Diagnostic Accuracy of GPT-4o and Claude for HEART Score Calculation in Chest Pain (LLM-HEART)

June 22, 2026 updated by: Emir Ünal, Marmara University Pendik Training and Research Hospital

Diagnostic Accuracy of Large Language Models (GPT-4o and Claude) in HEART Score Calculation and 30-Day MACE Prediction in Emergency Department Chest Pain Patients: A Prospective Observational Validation Study Against Three-Expert Consensus

This prospective observational diagnostic accuracy study evaluates whether large language models (LLMs) - GPT-4o (OpenAI, gpt-4o-2024-11-20) and Claude (Anthropic, claude-sonnet-4-6) - can accurately calculate HEART scores from unstructured Turkish clinical notes and predict 30-day major adverse cardiac events (MACE) in emergency department patients presenting with non-traumatic chest pain.

The study will enroll 600 consecutive adult patients. For each patient, the same anonymized data (free-text anamnesis, ECG report text, troponin value, and age) will be independently processed by both LLMs via separate API calls with deterministic settings (temperature=0, JSON format).
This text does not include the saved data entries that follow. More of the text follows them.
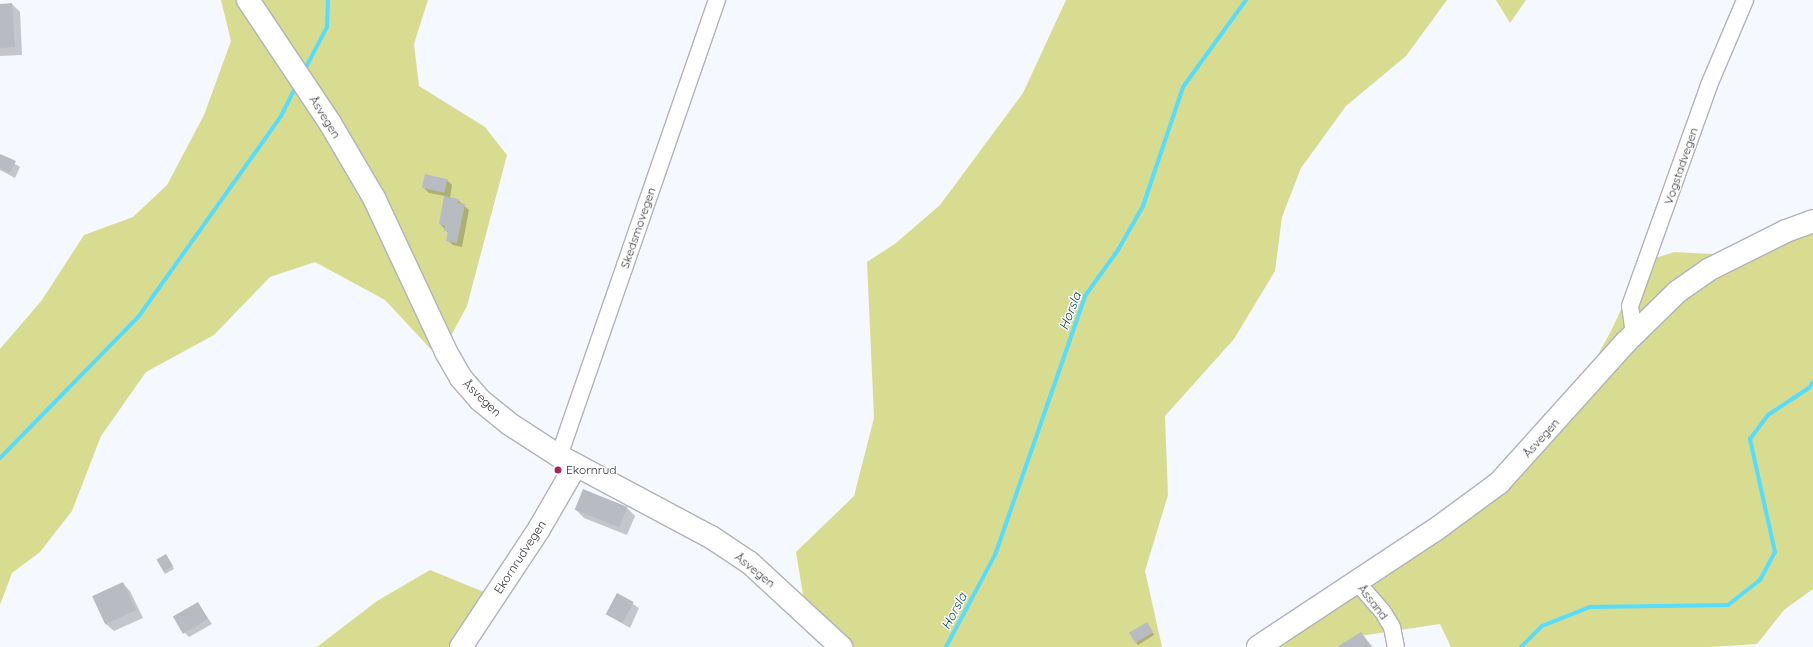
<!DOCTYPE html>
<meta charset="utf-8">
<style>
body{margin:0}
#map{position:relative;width:1813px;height:647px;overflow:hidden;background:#f6f8ff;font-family:Quicksand,sans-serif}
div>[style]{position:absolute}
.green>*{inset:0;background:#d8dc90}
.shadow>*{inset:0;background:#0003}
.stream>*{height:4px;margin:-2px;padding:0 2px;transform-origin:2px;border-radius:2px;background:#56dcfc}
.building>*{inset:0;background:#b9bbc3;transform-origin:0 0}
.roads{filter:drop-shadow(1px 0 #b1b2bb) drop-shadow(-1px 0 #b1b2bb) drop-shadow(0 1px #b1b2bb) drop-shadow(0 -1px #b1b2bb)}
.minor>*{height:16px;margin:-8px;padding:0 8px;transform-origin:8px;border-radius:8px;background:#fff}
.secondary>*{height:22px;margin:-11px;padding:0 11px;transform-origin:11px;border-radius:11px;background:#fff}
.dots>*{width:11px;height:11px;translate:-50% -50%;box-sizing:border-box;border:2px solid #fff;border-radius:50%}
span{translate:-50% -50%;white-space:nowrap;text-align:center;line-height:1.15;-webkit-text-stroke:3px #fff;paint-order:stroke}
.street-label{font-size:12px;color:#2f3033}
.poi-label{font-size:12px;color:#2f3033}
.left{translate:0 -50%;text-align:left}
.water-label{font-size:13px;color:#01414e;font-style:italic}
</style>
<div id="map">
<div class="green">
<div style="clip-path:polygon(221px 0,428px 0,414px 44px,419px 86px,485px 127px,507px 155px,467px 306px,439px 358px,385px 300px,315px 262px,270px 277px,214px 335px,146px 372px,101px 436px,72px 511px,40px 552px,12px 573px,0 605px,0 349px,42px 300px,84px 235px,133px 217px,167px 185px,204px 115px,231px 41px)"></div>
<div style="clip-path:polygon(1066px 0,1447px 0,1406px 56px,1346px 106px,1301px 168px,1282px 217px,1275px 271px,1234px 339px,1165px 416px,1168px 495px,1145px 571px,1162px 647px,830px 647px,803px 595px,796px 552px,854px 496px,874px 418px,867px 262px,896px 243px,940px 205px,1023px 93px)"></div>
<div style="clip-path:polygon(1496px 0,1526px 0,1510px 23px)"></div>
<div style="clip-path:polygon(1813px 229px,1813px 589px,1784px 610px,1757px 644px,1710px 647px,1451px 647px,1440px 624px,1360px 636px,1338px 647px,1269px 647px,1465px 515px,1573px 400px,1611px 331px,1643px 262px,1674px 252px,1732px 255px)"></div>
<div style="clip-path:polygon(430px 570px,484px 592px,458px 647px,317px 647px,377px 601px)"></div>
</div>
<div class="shadow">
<div style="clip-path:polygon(12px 4px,20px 12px,22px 55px,0 56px,0 5px)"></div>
<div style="clip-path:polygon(0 155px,20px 167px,15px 178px,0 170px)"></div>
<div style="clip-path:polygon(426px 176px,447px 180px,452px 185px,450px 198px,458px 200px,469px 210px,462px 247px,453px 245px,447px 240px,449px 234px,440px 224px,445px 196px,429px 193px,424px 188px)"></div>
<div style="clip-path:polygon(627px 508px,635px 516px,627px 535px,584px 518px,576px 510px)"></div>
<div style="clip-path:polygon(166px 555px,174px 569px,165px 574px,163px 571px)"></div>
<div style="clip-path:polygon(122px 583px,130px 591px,143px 618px,114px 631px,106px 624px,93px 596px)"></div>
<div style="clip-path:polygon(617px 594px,639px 608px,630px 628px,606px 614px)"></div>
<div style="clip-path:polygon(198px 603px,212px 624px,189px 637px,184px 632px)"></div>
<div style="clip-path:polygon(1149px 626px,1154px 635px,1138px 645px,1136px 643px)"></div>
<div style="clip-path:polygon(1361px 633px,1373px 647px,1339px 647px)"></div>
</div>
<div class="stream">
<div style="left:304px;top:71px;width:50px;rotate:-62.4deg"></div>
<div style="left:327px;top:27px;width:27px;rotate:-88deg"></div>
<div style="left:0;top:458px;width:199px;rotate:-45.6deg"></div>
<div style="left:139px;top:316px;width:245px;rotate:-54.6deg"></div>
<div style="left:281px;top:116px;width:34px;rotate:-63deg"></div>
<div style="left:946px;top:647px;width:104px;rotate:-62deg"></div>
<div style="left:995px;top:555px;width:274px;rotate:-70.8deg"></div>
<div style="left:1085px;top:296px;width:57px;rotate:-54.3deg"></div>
<div style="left:1118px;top:250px;width:51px;rotate:-60.4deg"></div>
<div style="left:1143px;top:206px;width:126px;rotate:-71.4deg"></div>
<div style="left:1183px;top:87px;width:107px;rotate:-54.1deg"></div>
<div style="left:1521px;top:647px;width:30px;rotate:-45deg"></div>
<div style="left:1542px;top:626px;width:52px;rotate:-21.6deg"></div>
<div style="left:1590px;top:607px;width:138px;rotate:-0.8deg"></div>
<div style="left:1728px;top:605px;width:41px;rotate:-38deg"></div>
<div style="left:1760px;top:580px;width:32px;rotate:-62deg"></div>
<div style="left:1775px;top:552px;width:116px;rotate:-102.5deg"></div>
<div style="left:1750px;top:439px;width:30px;rotate:-53deg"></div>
<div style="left:1768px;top:415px;width:49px;rotate:-33.4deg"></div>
<div style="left:1809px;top:388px;width:7px;rotate:-56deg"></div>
</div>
<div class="building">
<div style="clip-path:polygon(12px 3px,15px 47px,0 48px,0 4px)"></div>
<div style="clip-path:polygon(0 154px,16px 161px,10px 173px,0 168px)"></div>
<div style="left:425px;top:174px;width:23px;height:14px;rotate:13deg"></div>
<div style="clip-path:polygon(444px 196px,459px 199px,458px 203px,465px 204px,457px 243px,446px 241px,448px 231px,444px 231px,445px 226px,439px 224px)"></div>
<div style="left:583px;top:489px;width:48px;height:22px;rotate:22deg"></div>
<div style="left:166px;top:554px;width:14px;height:11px;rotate:60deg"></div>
<div style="left:123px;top:582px;width:31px;height:34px;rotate:65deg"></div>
<div style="left:617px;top:593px;width:19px;height:24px;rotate:28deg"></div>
<div style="left:198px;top:602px;width:20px;height:29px;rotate:60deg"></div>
<div style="left:1147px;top:622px;width:12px;height:21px;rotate:59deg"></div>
<div style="clip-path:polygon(1361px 632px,1371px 647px,1337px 647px)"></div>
</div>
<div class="roads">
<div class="minor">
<div style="left:1634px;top:334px;width:28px;rotate:-98deg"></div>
<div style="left:1630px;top:306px;width:235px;rotate:-70.3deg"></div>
<div style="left:1709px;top:85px;width:92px;rotate:-67deg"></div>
<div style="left:559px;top:456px;width:483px;rotate:-70.9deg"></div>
<div style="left:1356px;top:581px;width:41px;rotate:48.9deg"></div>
<div style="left:1383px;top:612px;width:17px;rotate:59deg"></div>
<div style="left:1392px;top:627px;width:20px;rotate:79deg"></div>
</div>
<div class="secondary">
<div style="left:248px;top:0;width:148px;rotate:56.3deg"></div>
<div style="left:330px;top:123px;width:87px;rotate:59.6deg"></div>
<div style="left:374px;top:198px;width:170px;rotate:64.9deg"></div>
<div style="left:446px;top:352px;width:30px;rotate:60deg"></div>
<div style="left:461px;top:378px;width:29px;rotate:49deg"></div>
<div style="left:480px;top:400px;width:36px;rotate:39deg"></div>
<div style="left:508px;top:423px;width:61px;rotate:32.9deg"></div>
<div style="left:559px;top:456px;width:172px;rotate:28.1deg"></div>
<div style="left:711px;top:537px;width:47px;rotate:33.7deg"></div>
<div style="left:750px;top:563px;width:124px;rotate:42.7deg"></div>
<div style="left:461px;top:647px;width:141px;rotate:-56.5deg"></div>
<div style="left:539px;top:529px;width:74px;rotate:-60deg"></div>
<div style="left:1258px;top:647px;width:212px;rotate:-33.5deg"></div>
<div style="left:1435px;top:530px;width:79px;rotate:-36.3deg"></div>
<div style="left:1499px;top:483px;width:188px;rotate:-48deg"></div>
<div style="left:1625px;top:343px;width:73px;rotate:-44.4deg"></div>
<div style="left:1677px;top:292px;width:38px;rotate:-35deg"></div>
<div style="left:1708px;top:270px;width:87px;rotate:-26.6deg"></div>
<div style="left:1786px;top:231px;width:29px;rotate:-20deg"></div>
</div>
</div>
<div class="dots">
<div style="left:558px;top:470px;background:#b0225d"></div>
</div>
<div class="street-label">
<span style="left:325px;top:117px;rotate:58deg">Åsvegen</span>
<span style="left:1681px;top:166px;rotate:-71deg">Vogstadvegen</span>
<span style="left:638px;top:228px;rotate:-71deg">Skedsmovegen</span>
<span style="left:482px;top:398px;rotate:44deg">Åsvegen</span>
<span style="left:1541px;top:438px;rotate:-48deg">Åsvegen</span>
<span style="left:520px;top:557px;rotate:-57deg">Ekornrudvegen</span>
<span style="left:755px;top:570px;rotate:39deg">Åsvegen</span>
<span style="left:1373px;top:602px;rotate:52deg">Åssand</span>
</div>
<div class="poi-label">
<span class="left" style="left:566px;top:470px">Ekornrud</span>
</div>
<div class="water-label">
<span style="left:1070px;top:311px;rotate:-69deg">Horsla</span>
<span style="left:954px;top:611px;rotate:-62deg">Horsla</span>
</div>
</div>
A three-expert consensus HEART score - derived through blinded independent scoring by three emergency medicine physicians with majority-vote adjudication - serves as the reference standard for agreement analysis. Actual 30-day MACE (all-cause death, AMI Type 1/2/4b, unplanned revascularization) determined via national health database and telephone follow-up serves as the outcome for diagnostic accuracy analysis.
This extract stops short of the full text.